:: Activity ::
Return all the data verbatim but without images.

Content starts

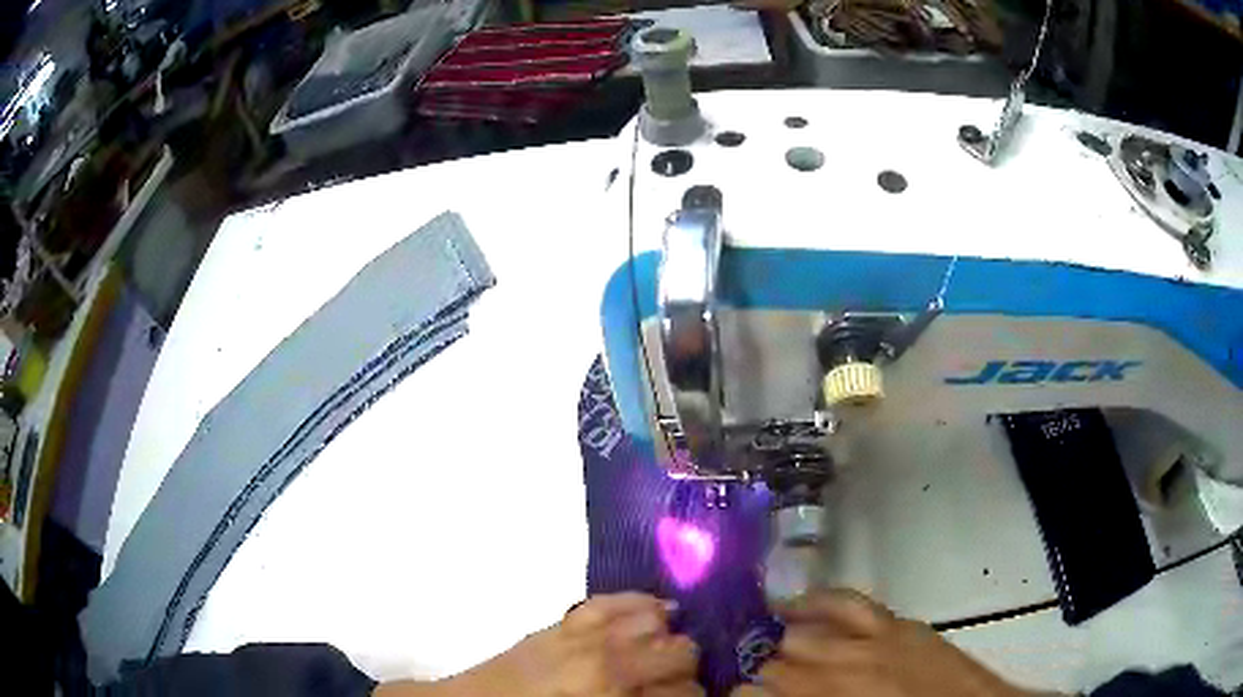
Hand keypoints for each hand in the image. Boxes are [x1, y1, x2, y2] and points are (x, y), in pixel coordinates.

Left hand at [379, 593, 700, 696]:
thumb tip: (673, 694)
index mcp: (615, 694)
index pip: (686, 691)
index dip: (695, 696)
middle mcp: (609, 661)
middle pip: (682, 652)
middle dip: (687, 669)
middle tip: (678, 681)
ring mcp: (586, 635)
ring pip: (656, 620)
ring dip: (668, 636)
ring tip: (664, 648)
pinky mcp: (565, 621)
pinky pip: (613, 600)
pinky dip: (639, 603)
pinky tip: (654, 609)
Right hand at [732, 590, 1049, 696]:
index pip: (757, 693)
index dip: (732, 692)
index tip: (721, 691)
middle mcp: (837, 674)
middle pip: (772, 663)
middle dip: (748, 668)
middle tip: (732, 670)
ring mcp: (867, 644)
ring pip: (802, 631)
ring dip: (770, 635)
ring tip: (746, 632)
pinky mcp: (894, 625)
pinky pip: (846, 603)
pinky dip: (815, 601)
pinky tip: (794, 603)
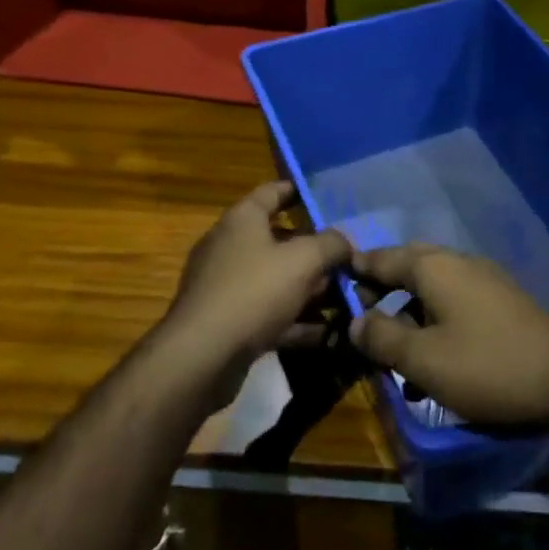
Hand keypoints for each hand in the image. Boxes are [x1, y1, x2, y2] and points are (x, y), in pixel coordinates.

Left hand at [156, 181, 351, 401]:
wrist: (201, 358)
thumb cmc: (254, 291)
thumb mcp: (304, 260)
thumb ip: (331, 245)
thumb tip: (344, 241)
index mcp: (242, 220)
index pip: (273, 192)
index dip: (299, 191)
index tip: (325, 196)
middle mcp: (230, 247)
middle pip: (279, 240)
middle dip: (314, 250)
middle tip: (347, 258)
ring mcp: (226, 288)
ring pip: (276, 281)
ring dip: (310, 290)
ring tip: (345, 299)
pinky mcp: (227, 325)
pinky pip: (269, 315)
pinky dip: (296, 321)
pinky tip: (327, 334)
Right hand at [347, 244, 548, 429]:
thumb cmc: (486, 365)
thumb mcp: (423, 360)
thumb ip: (383, 339)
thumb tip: (356, 321)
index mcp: (434, 267)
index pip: (383, 258)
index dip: (357, 271)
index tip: (334, 283)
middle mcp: (457, 263)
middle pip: (408, 269)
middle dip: (383, 293)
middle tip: (362, 320)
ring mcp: (483, 280)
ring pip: (432, 290)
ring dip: (409, 317)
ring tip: (395, 356)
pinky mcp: (501, 303)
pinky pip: (455, 305)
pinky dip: (436, 325)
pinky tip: (434, 365)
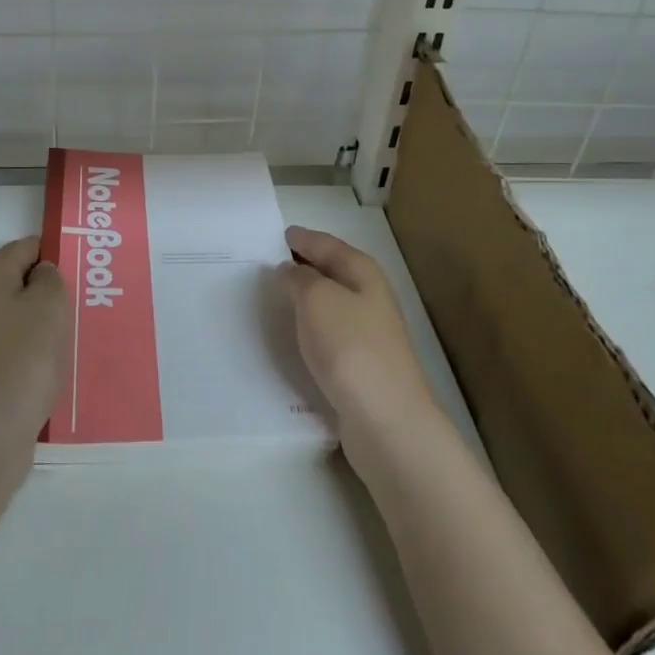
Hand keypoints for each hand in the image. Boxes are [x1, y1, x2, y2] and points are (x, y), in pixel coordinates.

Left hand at [0, 237, 70, 456]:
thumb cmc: (25, 355)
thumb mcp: (50, 302)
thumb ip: (50, 276)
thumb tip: (41, 275)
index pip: (27, 246)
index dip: (55, 256)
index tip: (81, 275)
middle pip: (17, 278)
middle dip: (46, 288)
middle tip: (77, 304)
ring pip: (16, 310)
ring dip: (41, 319)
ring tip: (71, 334)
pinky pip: (13, 340)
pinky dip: (31, 345)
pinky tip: (53, 361)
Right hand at [279, 225, 436, 467]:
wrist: (386, 419)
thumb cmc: (350, 347)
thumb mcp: (317, 299)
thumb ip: (299, 278)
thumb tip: (290, 270)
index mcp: (362, 272)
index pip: (328, 244)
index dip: (303, 238)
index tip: (279, 235)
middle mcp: (369, 297)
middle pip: (332, 271)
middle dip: (304, 265)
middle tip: (269, 262)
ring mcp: (368, 332)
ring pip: (330, 303)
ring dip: (306, 297)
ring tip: (275, 295)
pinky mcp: (360, 364)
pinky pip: (328, 332)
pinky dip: (310, 326)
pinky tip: (293, 334)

Content ends

:: Task answer ::
Hand keypoints for each hand in the image. Boxes are [x1, y1, x2, y2] and points are (x, y), in pixel coordinates.

Left hand at [379, 593, 700, 696]:
thumb tip: (673, 694)
index mcp: (615, 694)
index pip: (686, 691)
index dip: (695, 696)
middle mcp: (609, 661)
middle pip: (682, 652)
middle dip: (687, 669)
middle tip: (678, 681)
ring mcp: (586, 635)
ring pip: (656, 620)
ring dip: (668, 636)
ring tip: (664, 648)
pinky mcp: (565, 621)
pinky pip: (613, 600)
pinky dip: (639, 603)
pinky tip: (654, 609)
Right hand at [732, 590, 1049, 696]:
index pip: (757, 693)
index dip: (732, 692)
index tip: (721, 691)
middle mcp: (837, 674)
middle pip: (772, 663)
middle dip: (748, 668)
middle tip: (732, 670)
ring mcp: (867, 644)
ring pip: (802, 631)
ring dip: (770, 635)
ring tip: (746, 632)
pinky mcp: (894, 625)
pinky pip: (846, 603)
pinky dip: (815, 601)
pinky tip: (794, 603)
Hand keypoints for each hand in the image. Boxes are [x1, y1, x2, y2] and points are (x, y), in pixel coordinates.

Left hand at [156, 181, 351, 401]:
wrist: (201, 358)
thumb cmc: (254, 291)
thumb mcp: (304, 260)
thumb ip: (331, 245)
thumb tip: (344, 241)
index mcp: (242, 220)
index pip: (273, 192)
index dip: (299, 191)
index tip: (325, 196)
middle mcp: (230, 247)
middle pip: (279, 240)
middle dip: (314, 250)
middle tip: (347, 258)
ring mcp: (226, 288)
ring pip: (276, 281)
ring dip: (310, 290)
ring tip: (345, 299)
pinky mcp: (227, 325)
pinky pip: (269, 315)
pinky dip: (296, 321)
pinky tip: (327, 334)
Right hand at [347, 244, 548, 429]:
thumb cmc: (486, 365)
thumb mcp: (423, 360)
thumb ip: (383, 339)
thumb tip: (356, 321)
index mcp: (434, 267)
index pip: (383, 258)
index dip: (357, 271)
index tip: (334, 283)
middle mcp: (457, 263)
middle pip: (408, 269)
middle dip: (383, 293)
middle tip: (362, 320)
ring mcp: (483, 280)
ring pip: (432, 290)
ring dip: (409, 317)
ring tip: (395, 356)
pinky mcp: (501, 303)
pinky pip: (455, 305)
pinky dip: (436, 325)
pinky tip: (434, 365)
Hand keypoints for each hand in the image. Boxes are [x1, y1, x2, y2] and points are (x, y), in pixel coordinates.

Left hand at [0, 237, 70, 456]:
thumb cmc: (25, 355)
thumb mcp: (50, 302)
thumb ip: (50, 276)
thumb tip: (41, 275)
index pip: (27, 246)
index dip: (55, 256)
index tip: (81, 275)
middle pip: (17, 278)
middle dip: (46, 288)
middle tip: (77, 304)
ring pip: (16, 310)
ring dip: (41, 319)
ring tip: (71, 334)
pinky pip: (13, 340)
pinky dip: (31, 345)
pinky tip: (53, 361)
Right hand at [279, 225, 436, 467]:
wrist: (386, 419)
thumb cmc: (350, 347)
thumb mcp: (317, 299)
thumb ip: (299, 278)
thumb tip: (290, 270)
index mcp: (362, 272)
index pip: (328, 244)
index dip: (303, 238)
index tip: (279, 235)
middle mcp: (369, 297)
middle pip: (332, 271)
middle dip: (304, 265)
middle tip: (269, 262)
ring mcp: (368, 332)
ring pip: (330, 303)
ring dip: (306, 297)
ring tip: (275, 295)
pinky mcp: (360, 364)
pinky pip: (328, 332)
pinky dip: (310, 326)
pinky tip: (293, 334)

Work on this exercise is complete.